Pourtant, les mots pour désigner la cellule appellent en quelque sorte au graphisme. Les détenus parlent de « grotte » aujourd’hui, de « cabane » ou de « cabanon » autrefois, tous lieux dans lesquels il est normal de déposer des graffitis et où l’on s’attend à les trouver : tous lieux aussi qui connotent une autre temporalité, un usage qui n’est pas quotidien, une certaine précarité qui, en prison, est renforcée par l’incroyable vétusté des locaux. Grotte et cabane ne sont pas les espaces du quotidien.

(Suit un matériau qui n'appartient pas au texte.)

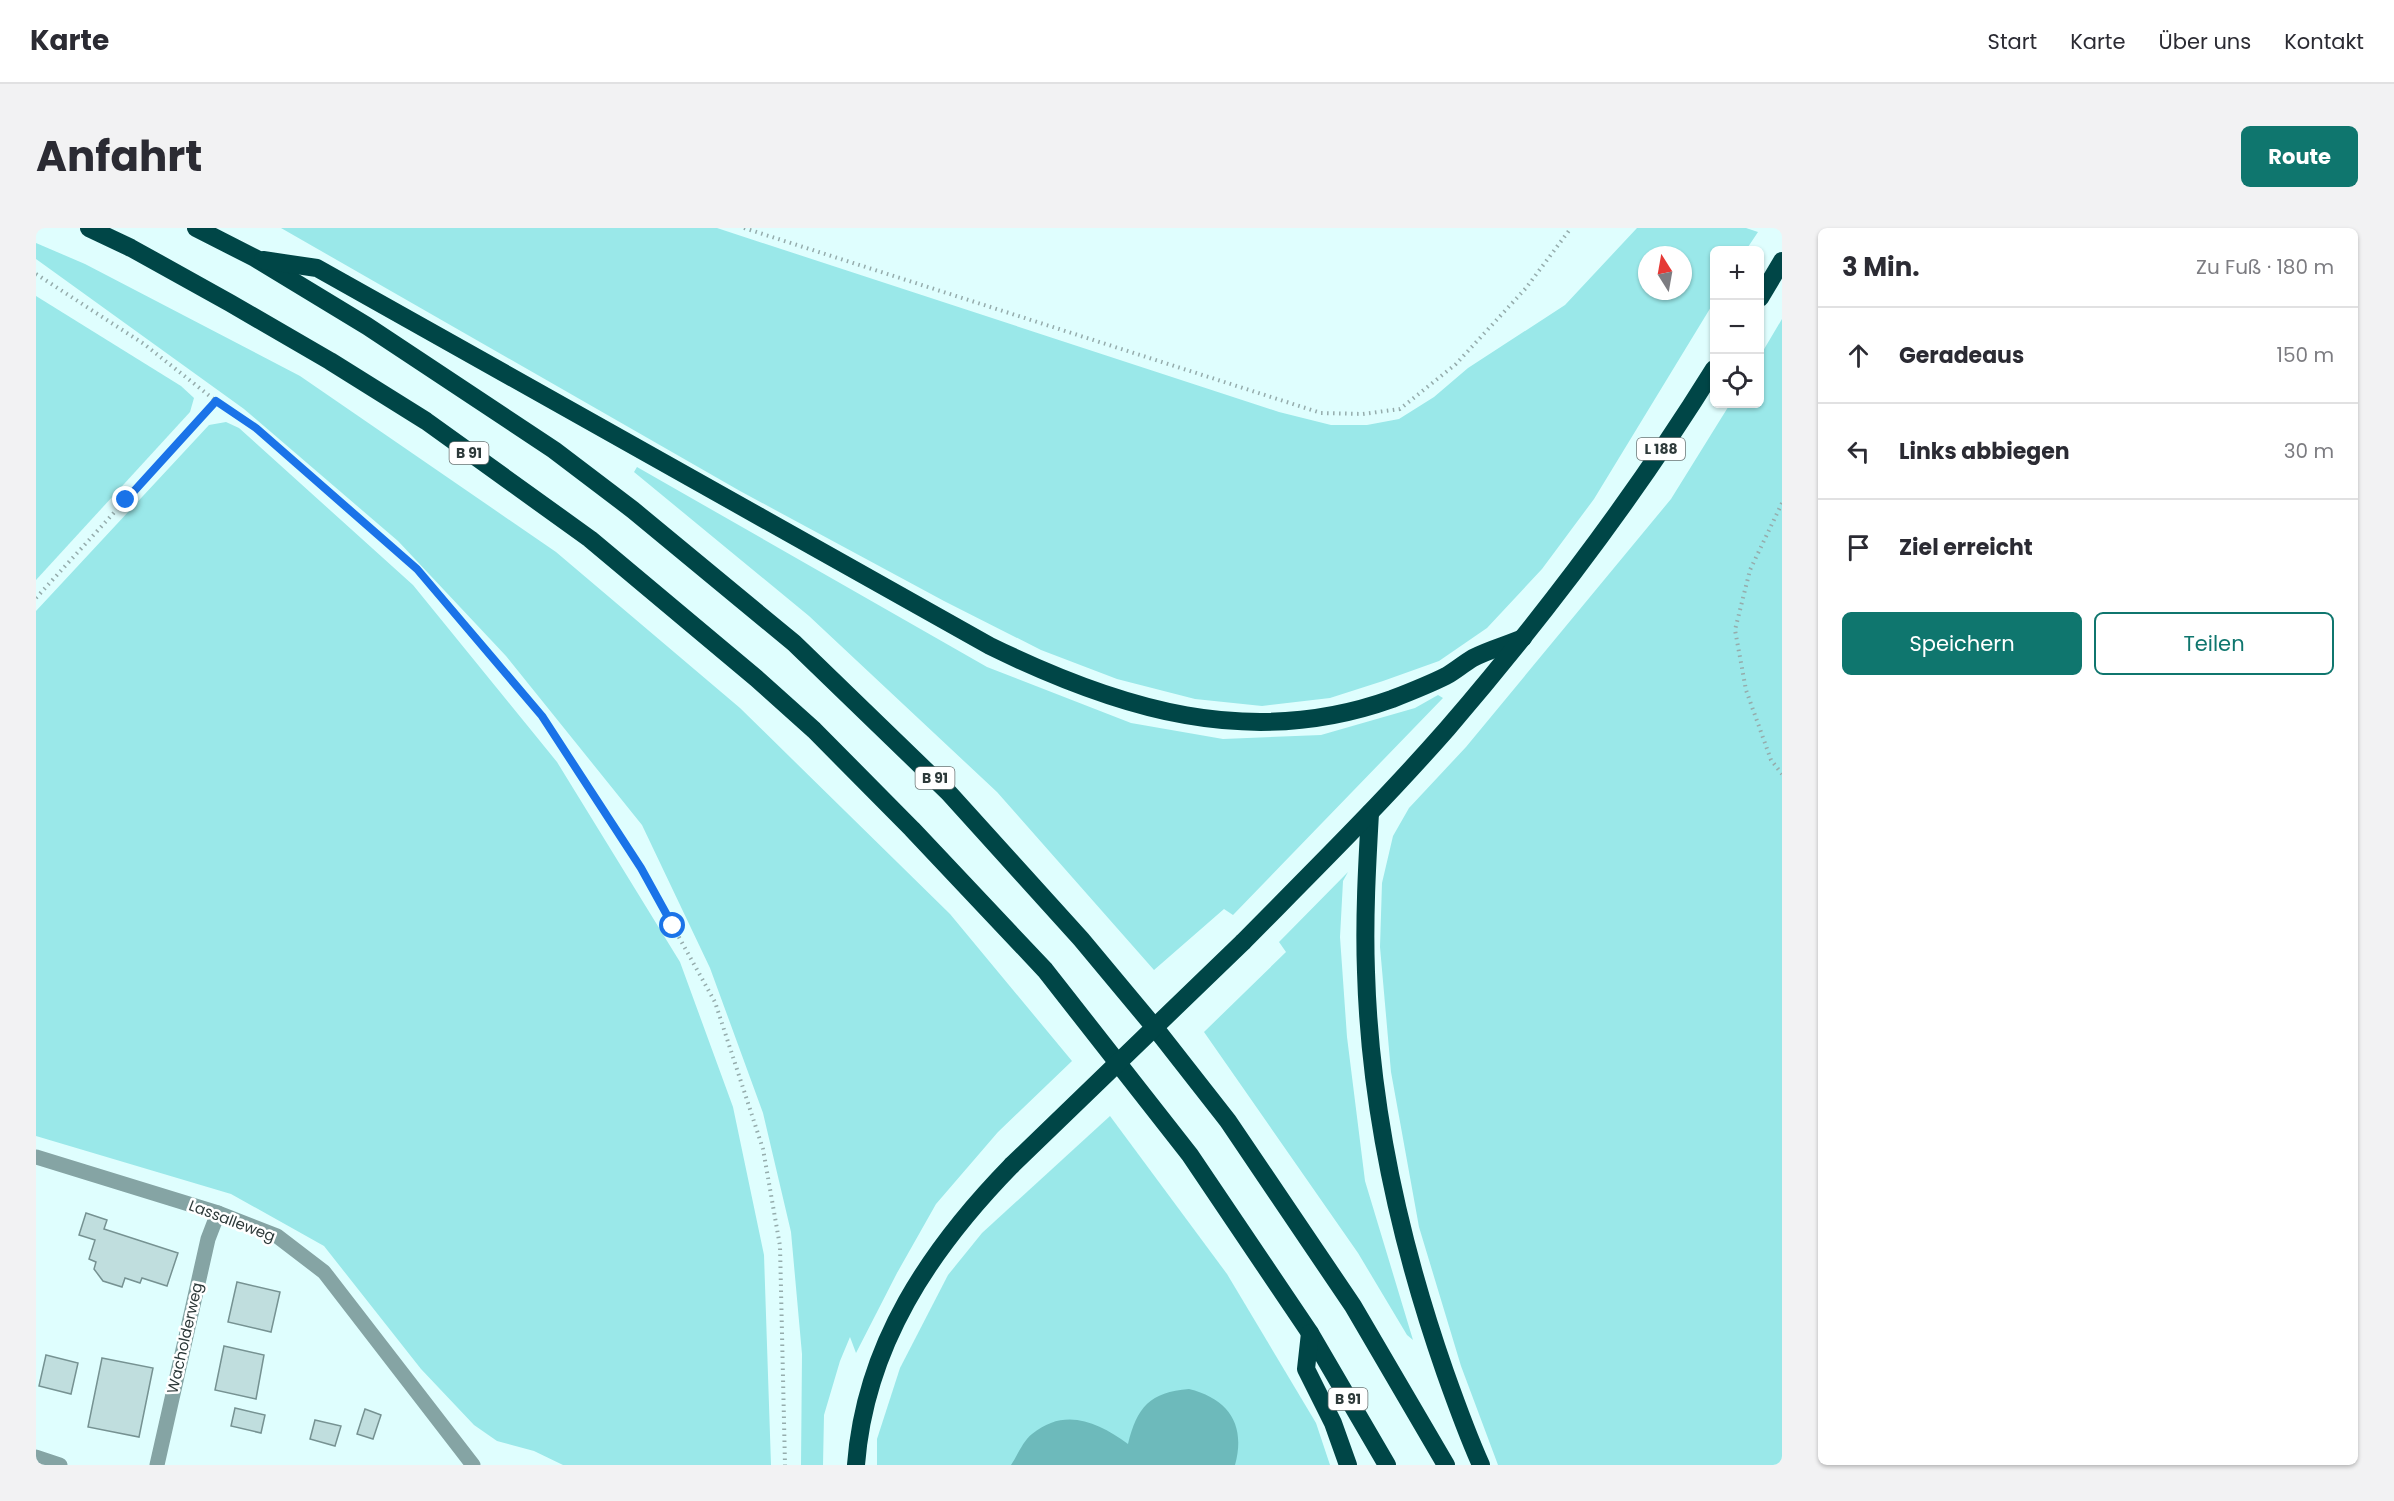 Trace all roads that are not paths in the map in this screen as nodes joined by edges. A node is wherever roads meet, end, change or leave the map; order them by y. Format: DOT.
graph roads {
  1 [pos="89,228"];
  2 [pos="196,228"];
  3 [pos="255,258"];
  4 [pos="1782,261"];
  5 [pos="1764,291"];
  6 [pos="1710,375"];
  7 [pos="1523,638"];
  8 [pos="1370,813"];
  9 [pos="36,1156"];
  10 [pos="218,1213"];
  11 [pos="1310,1333"];
  12 [pos="36,1457"];
  13 [pos="60,1465"];
  14 [pos="157,1465"];
  15 [pos="473,1465"];
  16 [pos="856,1465"];
  17 [pos="1348,1465"];
  18 [pos="1387,1465"];
  19 [pos="1446,1465"];
  20 [pos="1480,1465"];
  1 -- 11 [label="highway, B 91"];
  2 -- 3 [label="highway, B 91"];
  3 -- 7 [label="highway"];
  3 -- 19 [label="highway, B 91"];
  4 -- 5 [label="highway"];
  6 -- 7 [label="highway, L 188"];
  7 -- 8 [label="highway"];
  8 -- 16 [label="highway, bridge"];
  8 -- 20 [label="highway"];
  9 -- 10 [label="street, Lassalleweg"];
  10 -- 14 [label="street, Wacholderweg"];
  10 -- 15 [label="street, Lassalleweg"];
  11 -- 17 [label="highway"];
  11 -- 18 [label="highway, B 91"];
  12 -- 13 [label="street"];
}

Cette idée de grotte dans le monde carcéral m’a souvent fait penser à l’allégorie de la caverne que Platon présente dans La République. Il y est question d’humains enchaînés et immobilisés dans une caverne, qui tournent le dos à l’entrée de celle-ci. Ils ne voient que les ombres des objets qui passent devant cette entrée et que la lumière projette contre le fond de la paroi. Ils croient voir la réalité mais ils n’en perçoivent qu’une projection.

Platon oppose l’espace sans lumière de la caverne, lieu d’enfermement, d’ignorance et d’illusion et le monde d’en haut où brille la lumière, lieu de la liberté, du savoir et de la réalité. Imaginons qu’un des humains soit libéré et ramené au monde d’en haut : Platon imagine que l’éblouissement sera sans doute si intense que l’individu préférera peut-être sa condition antérieure. S’il se fait violence, admet la réalité du monde d’en haut et revient en parler à ses anciens collègues, il n’est pas certain que ceux-ci le croient. Peut-être le tueront-ils, conclut Platon. Le philosophe ne pense aucunement à la prison. Son allégorie entend différencier le monde du sensible, celui des idées reçues, la caverne, de celui de la connaissance et du « bien » – selon lui – dont l’accès reste difficile. Nulle opposition simpliste ici : il s’agit plutôt de la dialectique socratique.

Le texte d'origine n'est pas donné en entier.